Sunday, December 23, 2018

The Ideal is Broken


I have been a self-proclaimed idealist for years.
There is a problem with this idealism.  I have the wrong ideal.
Case in point: I just came home from two days away from home, leaving our busy household of 11 children ages 21-1 under the management of the older children while we went to pick up Reka with Kel from the airport at JFK. When I came home, I noticed the curtains awry, the caramel popcorn not in baggies so they wouldn't dry out, the table cloth that actually wasn't a table cloth, the baby out of her jammies and the older kids all still awake. Why? 
And more importantly, is that a good thing?
At the end of this life, I believe I have—subconsciously—felt that the judgment of our lives will be a measure of all the things we perfected: our weaknesses, our situations, our knowledge. So I do this constantly, always evaluating everything that happens around me against some standard of measurement that seems to become more "exact," more "lofty," the more I see the "perfection" or "completeness" of others: in books, in movies, in the lives of those around me.
Yet, as I came home last night, even though I was joyful in my return and acknowledged the good, I just kept pointing out those little "unfinished" details either to myself or to the kids who had taken charge during my absence.
I woke up with the horror of what I had done.
Am I being over-dramatic? Really? The horror? You decide.

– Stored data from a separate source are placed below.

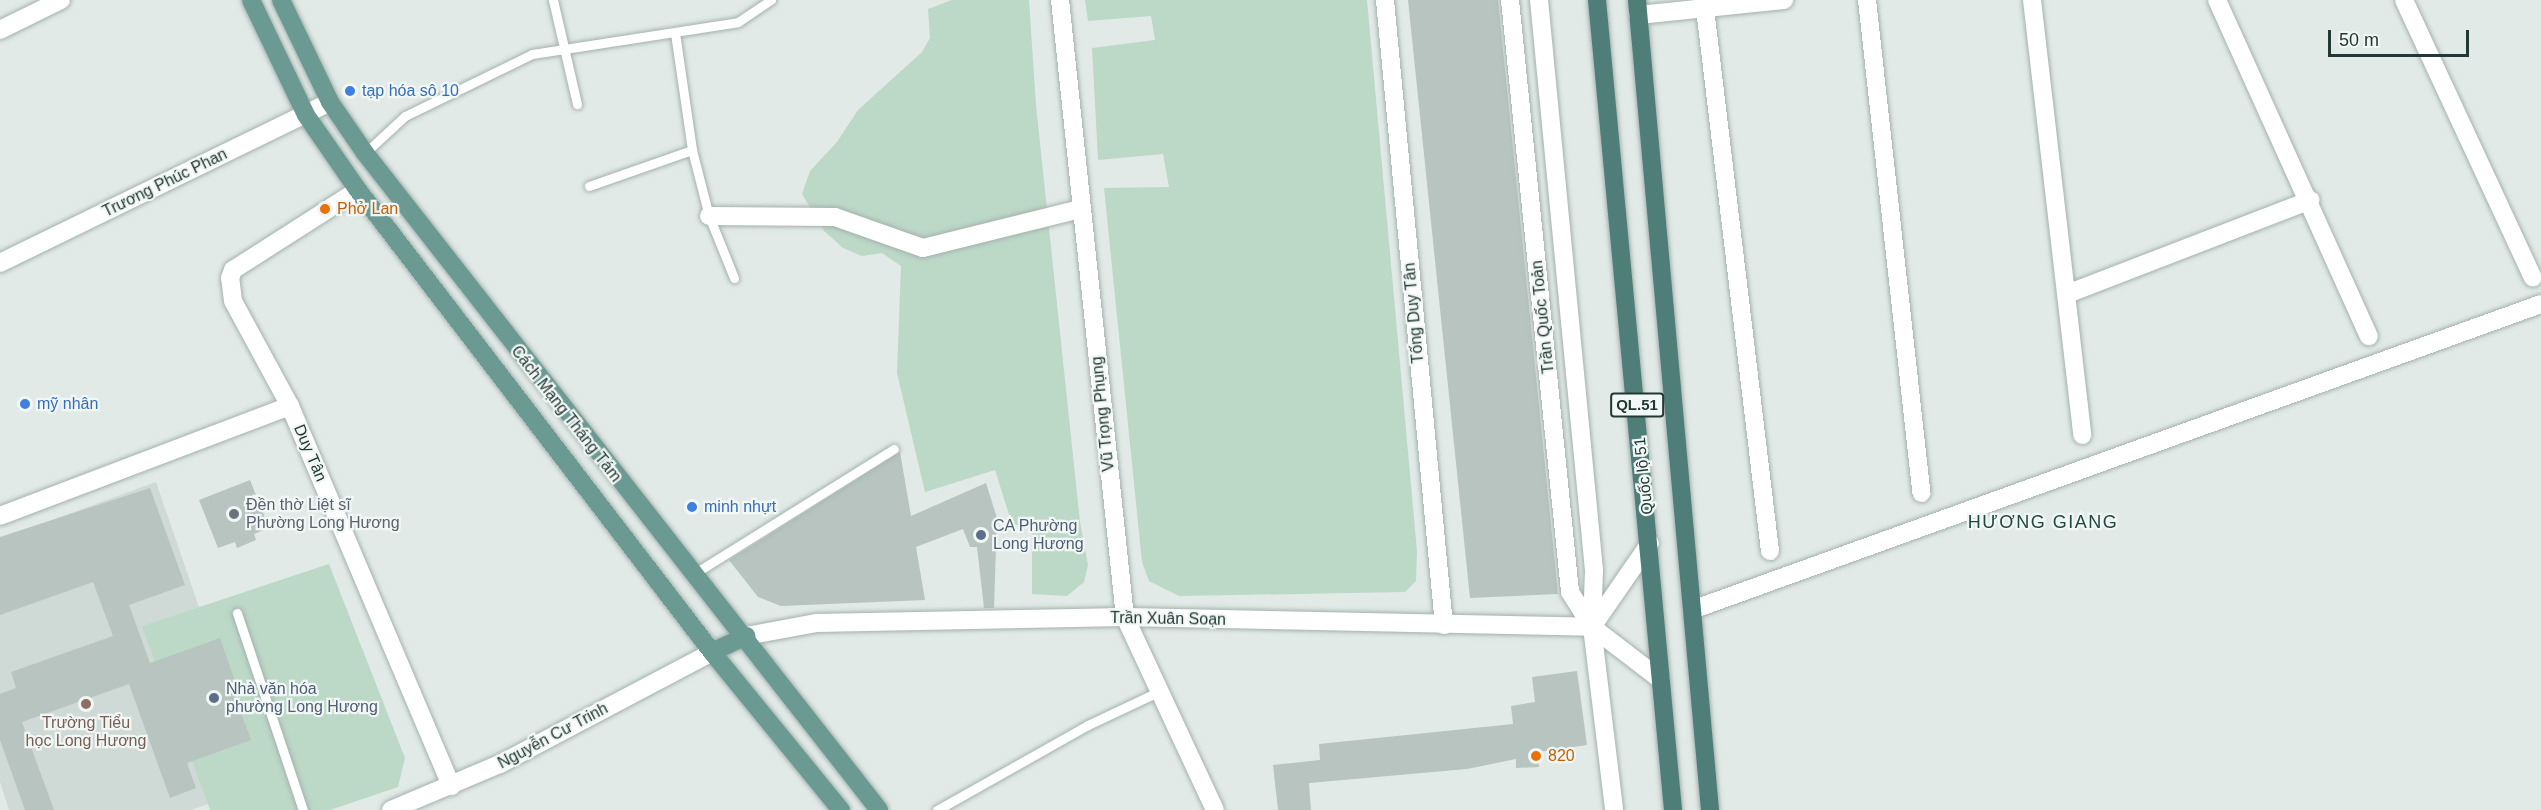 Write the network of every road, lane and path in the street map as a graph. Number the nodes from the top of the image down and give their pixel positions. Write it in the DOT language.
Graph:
graph roads {
  1 [pos="61,0"];
  2 [pos="250,0"];
  3 [pos="281,0"];
  4 [pos="553,0"];
  5 [pos="771,0"];
  6 [pos="1060,0"];
  7 [pos="1385,0"];
  8 [pos="1510,0"];
  9 [pos="1539,0"];
  10 [pos="1597,0"];
  11 [pos="1784,0"];
  12 [pos="1867,0"];
  13 [pos="2032,0"];
  14 [pos="2217,0"];
  15 [pos="2404,0"];
  16 [pos="1705,4"];
  17 [pos="1638,7"];
  18 [pos="0,30"];
  19 [pos="675,33"];
  20 [pos="565,49"];
  21 [pos="330,102"];
  22 [pos="578,104"];
  23 [pos="1549,106"];
  24 [pos="1522,111"];
  25 [pos="306,115"];
  26 [pos="692,150"];
  27 [pos="365,153"];
  28 [pos="589,186"];
  29 [pos="358,190"];
  30 [pos="2310,200"];
  31 [pos="1081,208"];
  32 [pos="709,216"];
  33 [pos="0,263"];
  34 [pos="734,278"];
  35 [pos="2533,278"];
  36 [pos="2067,294"];
  37 [pos="2541,304"];
  38 [pos="2369,336"];
  39 [pos="1575,371"];
  40 [pos="1549,374"];
  41 [pos="290,406"];
  42 [pos="2082,435"];
  43 [pos="894,449"];
  44 [pos="1921,493"];
  45 [pos="0,516"];
  46 [pos="1650,543"];
  47 [pos="1770,551"];
  48 [pos="692,575"];
  49 [pos="1692,610"];
  50 [pos="237,614"];
  51 [pos="1125,617"];
  52 [pos="1444,626"];
  53 [pos="1592,627"];
  54 [pos="746,636"];
  55 [pos="712,652"];
  56 [pos="1661,680"];
  57 [pos="1160,691"];
  58 [pos="451,786"];
  59 [pos="303,810"];
  60 [pos="391,810"];
  61 [pos="841,810"];
  62 [pos="879,810"];
  63 [pos="937,810"];
  64 [pos="1215,810"];
  65 [pos="1614,810"];
  66 [pos="1673,810"];
  67 [pos="1710,810"];
  1 -- 18 [label="street"];
  2 -- 25 [label="main road, Cách Mạng Tháng Tám"];
  3 -- 21 [label="main road, Cách Mạng Tháng Tám"];
  4 -- 20 [label="lane"];
  5 -- 19 [label="lane"];
  6 -- 31 [label="street, Vũ Trọng Phụng"];
  7 -- 52 [label="street, Tống Duy Tân"];
  8 -- 24 [label="street, Trần Quốc Toản"];
  9 -- 23 [label="street, Trần Quốc Toản"];
  10 -- 46 [label="highway, Quốc lộ 51 / QL.51"];
  11 -- 16 [label="street"];
  12 -- 44 [label="street"];
  13 -- 36 [label="street"];
  14 -- 30 [label="street"];
  15 -- 35 [label="street"];
  16 -- 17 [label="street"];
  16 -- 47 [label="street"];
  17 -- 49 [label="highway, QL.51"];
  19 -- 20 [label="lane"];
  19 -- 26 [label="lane"];
  20 -- 22 [label="lane"];
  20 -- 27 [label="lane"];
  21 -- 25 [label="street, Trương Phúc Phan"];
  21 -- 27 [label="main road, Cách Mạng Tháng Tám"];
  23 -- 24 [label="street"];
  23 -- 39 [label="street, Trần Quốc Toản"];
  24 -- 40 [label="street, Trần Quốc Toản"];
  25 -- 29 [label="main road, Cách Mạng Tháng Tám"];
  25 -- 33 [label="street, Trương Phúc Phan"];
  26 -- 28 [label="lane"];
  26 -- 32 [label="lane"];
  27 -- 48 [label="main road, Cách Mạng Tháng Tám"];
  29 -- 41 [label="street"];
  29 -- 55 [label="main road, Cách Mạng Tháng Tám"];
  30 -- 36 [label="street"];
  30 -- 38 [label="street"];
  31 -- 32 [label="street"];
  31 -- 51 [label="street, Vũ Trọng Phụng"];
  32 -- 34 [label="lane"];
  36 -- 42 [label="street"];
  37 -- 49 [label="street"];
  39 -- 40 [label="street"];
  39 -- 53 [label="street, Trần Quốc Toản"];
  40 -- 53 [label="street, Trần Quốc Toản"];
  41 -- 45 [label="street, Duy Tân"];
  41 -- 58 [label="street, Duy Tân"];
  43 -- 48 [label="lane"];
  46 -- 53 [label="street"];
  46 -- 56 [label="highway, Quốc lộ 51 / QL.51"];
  48 -- 54 [label="main road, Cách Mạng Tháng Tám"];
  49 -- 67 [label="highway, QL.51"];
  50 -- 59 [label="lane"];
  51 -- 52 [label="street, Trần Xuân Soạn"];
  51 -- 54 [label="street, Trần Xuân Soạn"];
  51 -- 57 [label="street, Vũ Trọng Phụng"];
  52 -- 53 [label="street, Trần Xuân Soạn"];
  53 -- 56 [label="street"];
  53 -- 65 [label="street, Trần Quốc Toản"];
  54 -- 55 [label="main road"];
  54 -- 62 [label="main road, Cách Mạng Tháng Tám"];
  55 -- 58 [label="street, Nguyễn Cư Trinh"];
  55 -- 61 [label="main road, Cách Mạng Tháng Tám"];
  56 -- 66 [label="highway, Quốc lộ 51 / QL.51"];
  57 -- 63 [label="lane"];
  57 -- 64 [label="street, Vũ Trọng Phụng"];
  58 -- 60 [label="street, Nguyễn Cư Trinh"];
}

I barely acknowledged the good. I "lovingly" laughed aloud at the "unfinished." But this is what I really came home to:
-a home where all my children were happy and the youngers peacefully sleeping
-a home where they had painstakingly purchased supplies for and made up several kinds of our favorite Christmas treats...and left no trace of that production in our home other than finished goodies...all while:
-cleaning up kids and the home, even taking care of the monster pile of laundry I left!  They did so well,in fact, that those things I noticed were the only things that were a little different than I would have done
-setting up Reka's bed
-taking care of an incident of Xai accidentally letting a train set slide down the stairs, knocking down the            baby
-keeping peace in the home!...a family well-fed, well-rested, and happy!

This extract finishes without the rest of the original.